An aneurysm is a permanent 'dilatation' or 'ballooning' of an artery to at least 150% of its normal size. Aneurysms can affect the aorta, the major artery of the body running through the chest and abdomen. An abdominal aortic aneurysm (AAA) is the most common type (see Abdominal Aortic Aneurysms). The thoracic aorta (in the chest) and thoracoabdominal aorta (involving the chest and abdomen) are less commonly involved.

Thoracic aortic aneurysms (TAAs) and thoracoabdominal aortic aneurysms (TAAAs) can occur in males or females, but are slightly more common in males. Major risk factors include advancing age, smoking, family history, and previous aortic dissection. 1 out of 3 patients have had a previous abdominal aortic aneurysm (AAA) repair.

Patients who have been diagnosed with an AAA should be investigated for a TAA or TAAA, and vice versa.

TAAs or TAAAs may be diagnosed incidentally during imaging for other indications.
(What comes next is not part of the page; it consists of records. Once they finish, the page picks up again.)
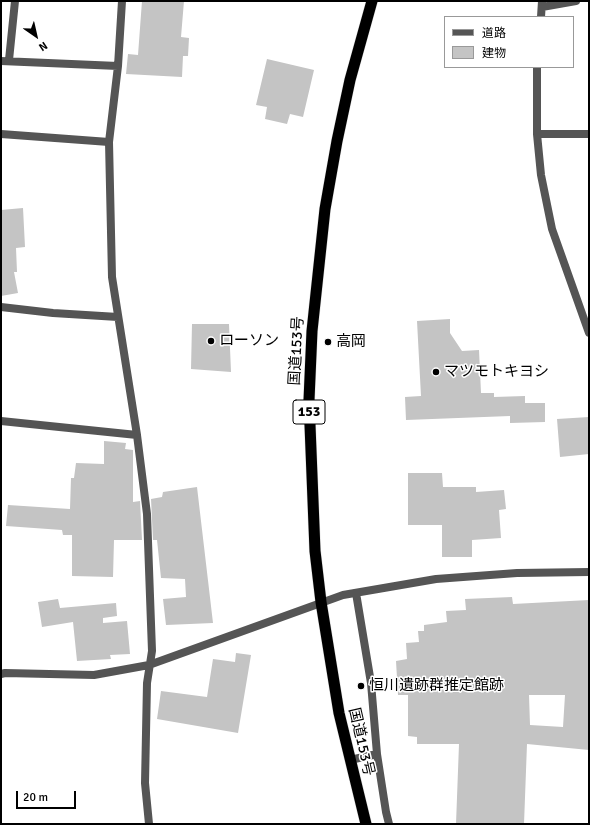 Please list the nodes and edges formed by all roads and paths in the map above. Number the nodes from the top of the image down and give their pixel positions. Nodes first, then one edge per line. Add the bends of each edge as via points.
1 (15, 1) edge
2 (122, 1) edge
3 (372, 1) edge
4 (576, 1) edge
5 (542, 4) edge
6 (541, 16) edge
7 (5, 61) edge
8 (118, 66) junction
9 (537, 68) edge
10 (1, 134) edge
11 (537, 134) junction
12 (589, 134) edge
13 (109, 142) junction
14 (1, 307) edge
15 (118, 317) junction
16 (589, 333) edge
17 (1, 421) edge
18 (137, 435) junction
19 (589, 572) edge
20 (356, 593) junction
21 (321, 602) junction
22 (149, 665) junction
23 (1, 674) edge
24 (377, 754) junction
25 (350, 760) junction
26 (149, 824) edge
27 (366, 824) edge
28 (389, 824) edge

1 - 7 street
2 - 8 street
3 - 21 highway, 国道153号 / 153 via 350,80 337,141 325,209 312,331 309,400 311,469 315,551
4 - 5 street
5 - 6 street
7 - 8 street
8 - 13 street
9 - 11 street
10 - 13 street
11 - 12 street
11 - 16 street via 541,175 552,229
13 - 15 street via 112,277
14 - 15 street
15 - 18 street
17 - 18 street
18 - 22 street via 147,514 152,650
19 - 20 street via 517,573 436,579
20 - 21 street
20 - 24 street via 371,683
21 - 22 street
21 - 25 highway, 国道153号 / 153 via 331,669
22 - 23 street via 94,674
22 - 26 street via 145,783
24 - 25 street
24 - 28 street
25 - 27 highway, 国道153号 / 153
Patients sometimes experience chest, back or abdominal pain.

Rupture is the major risk associated with a TAA or TAAA. Rupture causes acute loss of blood in to the chest and/or abdominal cavity and is a life-threatening emergency. Even with emergency surgery, it is associated with a high rate of mortality.

It is common for old thrombus (clot) to line the walls of an aneurysm. Rarely, pieces of this clot (and sometimes new clot) can break free from the aneurysm and travel to the arteries in the abdomen or legs, blocking the flow of blood.

TAAs and TAAAs should be treated when they reach a size of 5.5 - 6cm diameter. Aneurysms can be treated at a size less than this if they cause symptoms or are growing rapidly.

Treatment for thoracic aneurysms can be with minimally-invasive endovascular treatment or open surgery. Mr Milne has a special interest in the minimally-invasive treatment of complex aneurysms. Treatment selection depends on the anatomy of the aneurysm, patient age, and existing medical conditions. The choice of treatment is discussed in detail with Mr Milne during the pre-operative consultation.